__Work order__.
Report all lines from the entries below in which "column" appears.

__Recorded data__.
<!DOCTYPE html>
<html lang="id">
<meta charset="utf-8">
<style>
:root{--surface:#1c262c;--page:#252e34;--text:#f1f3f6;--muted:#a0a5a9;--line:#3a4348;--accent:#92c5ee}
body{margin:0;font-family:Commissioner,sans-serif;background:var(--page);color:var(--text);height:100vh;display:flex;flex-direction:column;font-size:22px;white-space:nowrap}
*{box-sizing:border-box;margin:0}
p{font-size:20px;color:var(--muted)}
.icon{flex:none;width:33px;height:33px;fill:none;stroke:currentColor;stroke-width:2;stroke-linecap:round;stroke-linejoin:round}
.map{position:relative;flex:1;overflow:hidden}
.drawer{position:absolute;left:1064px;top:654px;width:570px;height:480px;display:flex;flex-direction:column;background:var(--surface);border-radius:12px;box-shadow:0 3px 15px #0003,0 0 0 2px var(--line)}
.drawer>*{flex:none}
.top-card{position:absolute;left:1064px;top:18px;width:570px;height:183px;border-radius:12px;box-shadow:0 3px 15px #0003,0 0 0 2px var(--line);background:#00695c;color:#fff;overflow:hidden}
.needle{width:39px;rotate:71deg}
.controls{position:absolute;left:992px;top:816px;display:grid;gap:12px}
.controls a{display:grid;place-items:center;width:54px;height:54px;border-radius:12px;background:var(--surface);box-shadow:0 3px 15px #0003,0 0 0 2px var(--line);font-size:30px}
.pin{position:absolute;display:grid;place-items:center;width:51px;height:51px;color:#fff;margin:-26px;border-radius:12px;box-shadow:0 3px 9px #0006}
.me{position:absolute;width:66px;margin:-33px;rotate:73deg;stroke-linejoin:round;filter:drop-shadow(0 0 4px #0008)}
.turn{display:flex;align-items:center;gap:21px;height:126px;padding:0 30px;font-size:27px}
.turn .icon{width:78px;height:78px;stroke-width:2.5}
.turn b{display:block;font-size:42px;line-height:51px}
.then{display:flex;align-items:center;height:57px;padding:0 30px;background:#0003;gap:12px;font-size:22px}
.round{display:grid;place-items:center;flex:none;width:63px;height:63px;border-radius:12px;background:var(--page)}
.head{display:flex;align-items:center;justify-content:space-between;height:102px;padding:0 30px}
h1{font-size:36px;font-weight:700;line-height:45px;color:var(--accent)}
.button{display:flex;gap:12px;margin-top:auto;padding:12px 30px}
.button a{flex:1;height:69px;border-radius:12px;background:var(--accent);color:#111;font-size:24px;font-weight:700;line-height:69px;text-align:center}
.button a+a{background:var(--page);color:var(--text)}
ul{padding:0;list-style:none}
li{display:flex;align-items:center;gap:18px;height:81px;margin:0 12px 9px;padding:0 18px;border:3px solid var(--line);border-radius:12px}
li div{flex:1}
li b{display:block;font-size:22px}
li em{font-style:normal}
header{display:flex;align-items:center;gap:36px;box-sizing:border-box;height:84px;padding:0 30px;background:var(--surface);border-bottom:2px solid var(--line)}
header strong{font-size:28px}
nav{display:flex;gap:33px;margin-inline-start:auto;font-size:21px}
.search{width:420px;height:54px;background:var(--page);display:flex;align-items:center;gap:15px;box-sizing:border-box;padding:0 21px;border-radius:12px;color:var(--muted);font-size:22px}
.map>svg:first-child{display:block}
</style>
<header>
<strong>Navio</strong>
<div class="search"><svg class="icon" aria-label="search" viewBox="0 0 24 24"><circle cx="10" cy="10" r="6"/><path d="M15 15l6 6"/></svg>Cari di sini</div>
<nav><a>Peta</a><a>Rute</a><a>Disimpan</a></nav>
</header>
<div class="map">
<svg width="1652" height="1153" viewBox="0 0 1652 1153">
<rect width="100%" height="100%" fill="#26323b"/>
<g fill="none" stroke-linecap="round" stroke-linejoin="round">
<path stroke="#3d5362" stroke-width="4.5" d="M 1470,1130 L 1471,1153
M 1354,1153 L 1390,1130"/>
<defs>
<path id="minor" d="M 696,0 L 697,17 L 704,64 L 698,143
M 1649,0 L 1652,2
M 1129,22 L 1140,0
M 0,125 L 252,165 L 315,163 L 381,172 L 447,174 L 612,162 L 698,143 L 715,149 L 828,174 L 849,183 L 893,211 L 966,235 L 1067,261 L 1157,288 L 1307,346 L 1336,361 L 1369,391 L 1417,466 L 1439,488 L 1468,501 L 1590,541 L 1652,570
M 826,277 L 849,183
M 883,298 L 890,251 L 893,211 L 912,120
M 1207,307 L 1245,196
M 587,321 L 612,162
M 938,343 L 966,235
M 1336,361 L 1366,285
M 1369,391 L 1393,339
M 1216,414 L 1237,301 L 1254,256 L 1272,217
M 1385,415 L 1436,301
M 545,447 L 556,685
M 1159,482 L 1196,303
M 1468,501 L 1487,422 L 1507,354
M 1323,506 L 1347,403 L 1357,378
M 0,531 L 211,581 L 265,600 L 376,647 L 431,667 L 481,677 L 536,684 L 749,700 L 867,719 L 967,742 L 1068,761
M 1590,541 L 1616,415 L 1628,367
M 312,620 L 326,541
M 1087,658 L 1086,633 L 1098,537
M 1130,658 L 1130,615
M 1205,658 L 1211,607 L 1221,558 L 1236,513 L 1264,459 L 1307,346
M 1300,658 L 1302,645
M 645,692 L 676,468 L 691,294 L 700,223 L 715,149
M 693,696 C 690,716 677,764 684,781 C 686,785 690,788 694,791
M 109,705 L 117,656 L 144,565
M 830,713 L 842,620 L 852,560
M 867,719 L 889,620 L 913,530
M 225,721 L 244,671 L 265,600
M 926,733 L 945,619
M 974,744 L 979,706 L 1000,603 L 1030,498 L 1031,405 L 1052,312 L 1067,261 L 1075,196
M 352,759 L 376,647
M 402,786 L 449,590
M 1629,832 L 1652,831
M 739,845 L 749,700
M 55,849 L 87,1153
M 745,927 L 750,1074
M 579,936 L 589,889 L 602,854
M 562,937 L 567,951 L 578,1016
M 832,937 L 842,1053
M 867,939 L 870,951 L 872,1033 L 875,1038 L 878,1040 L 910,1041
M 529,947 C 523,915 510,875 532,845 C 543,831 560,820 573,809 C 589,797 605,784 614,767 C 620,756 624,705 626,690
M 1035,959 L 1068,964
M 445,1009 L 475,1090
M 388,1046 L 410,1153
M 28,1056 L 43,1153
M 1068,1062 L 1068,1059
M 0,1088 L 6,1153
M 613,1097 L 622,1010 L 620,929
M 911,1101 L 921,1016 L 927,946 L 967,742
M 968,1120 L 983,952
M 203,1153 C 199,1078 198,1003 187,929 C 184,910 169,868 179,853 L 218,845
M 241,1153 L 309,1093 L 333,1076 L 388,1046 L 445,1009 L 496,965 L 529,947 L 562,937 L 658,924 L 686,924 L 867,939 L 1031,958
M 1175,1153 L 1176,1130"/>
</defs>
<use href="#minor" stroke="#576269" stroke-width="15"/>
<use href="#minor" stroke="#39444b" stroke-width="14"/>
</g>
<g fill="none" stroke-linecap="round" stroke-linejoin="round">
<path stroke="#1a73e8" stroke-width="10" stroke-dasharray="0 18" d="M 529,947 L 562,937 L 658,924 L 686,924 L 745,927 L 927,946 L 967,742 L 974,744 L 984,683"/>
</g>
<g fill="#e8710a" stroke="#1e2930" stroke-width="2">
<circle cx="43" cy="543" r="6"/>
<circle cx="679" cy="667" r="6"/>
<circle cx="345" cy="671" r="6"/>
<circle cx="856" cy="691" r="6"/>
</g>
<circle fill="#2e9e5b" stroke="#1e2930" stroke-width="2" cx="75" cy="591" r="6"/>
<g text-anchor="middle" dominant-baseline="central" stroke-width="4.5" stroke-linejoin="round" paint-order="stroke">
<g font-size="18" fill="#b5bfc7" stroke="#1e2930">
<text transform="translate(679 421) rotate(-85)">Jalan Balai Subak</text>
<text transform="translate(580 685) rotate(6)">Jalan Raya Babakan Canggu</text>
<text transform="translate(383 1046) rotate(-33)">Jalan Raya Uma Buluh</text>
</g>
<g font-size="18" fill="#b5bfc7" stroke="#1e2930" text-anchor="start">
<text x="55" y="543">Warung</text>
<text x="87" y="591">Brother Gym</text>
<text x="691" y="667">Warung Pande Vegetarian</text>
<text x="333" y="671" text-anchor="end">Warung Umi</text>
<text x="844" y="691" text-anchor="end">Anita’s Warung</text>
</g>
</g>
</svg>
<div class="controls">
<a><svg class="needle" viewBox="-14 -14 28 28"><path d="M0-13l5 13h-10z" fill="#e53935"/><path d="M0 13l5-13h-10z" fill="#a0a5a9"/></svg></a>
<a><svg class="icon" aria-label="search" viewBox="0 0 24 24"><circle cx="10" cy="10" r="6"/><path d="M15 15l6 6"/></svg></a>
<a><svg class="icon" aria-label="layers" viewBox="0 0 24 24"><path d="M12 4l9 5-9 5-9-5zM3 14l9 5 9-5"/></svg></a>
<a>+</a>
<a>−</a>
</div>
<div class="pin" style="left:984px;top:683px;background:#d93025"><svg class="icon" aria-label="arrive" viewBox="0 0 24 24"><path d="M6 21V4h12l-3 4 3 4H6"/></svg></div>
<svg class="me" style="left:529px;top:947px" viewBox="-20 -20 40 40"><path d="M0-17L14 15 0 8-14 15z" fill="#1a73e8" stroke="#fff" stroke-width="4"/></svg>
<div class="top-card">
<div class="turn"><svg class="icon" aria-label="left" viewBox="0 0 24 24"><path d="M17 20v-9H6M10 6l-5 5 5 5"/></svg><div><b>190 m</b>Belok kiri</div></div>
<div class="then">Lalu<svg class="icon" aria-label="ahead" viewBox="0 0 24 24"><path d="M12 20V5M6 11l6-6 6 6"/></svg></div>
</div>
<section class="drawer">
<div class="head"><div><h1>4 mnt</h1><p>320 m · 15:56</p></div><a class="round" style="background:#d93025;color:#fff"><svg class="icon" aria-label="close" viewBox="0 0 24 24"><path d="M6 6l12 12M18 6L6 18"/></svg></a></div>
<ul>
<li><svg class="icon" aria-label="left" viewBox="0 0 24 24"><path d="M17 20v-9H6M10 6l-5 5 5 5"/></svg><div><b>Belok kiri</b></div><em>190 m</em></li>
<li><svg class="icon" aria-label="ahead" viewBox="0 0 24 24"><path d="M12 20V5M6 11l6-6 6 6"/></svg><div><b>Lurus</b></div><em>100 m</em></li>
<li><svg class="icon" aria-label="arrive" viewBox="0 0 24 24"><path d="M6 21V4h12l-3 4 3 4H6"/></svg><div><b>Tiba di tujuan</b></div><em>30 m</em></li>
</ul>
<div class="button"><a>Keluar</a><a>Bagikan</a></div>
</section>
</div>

__Result for this task__.
body{margin:0;font-family:Commissioner,sans-serif;background:var(--page);color:var(--text);height:100vh;display:flex;flex-direction:column;font-size:22px;white-space:nowrap}
.drawer{position:absolute;left:1064px;top:654px;width:570px;height:480px;display:flex;flex-direction:column;background:var(--surface);border-radius:12px;box-shadow:0 3px 15px #0003,0 0 0 2px var(--line)}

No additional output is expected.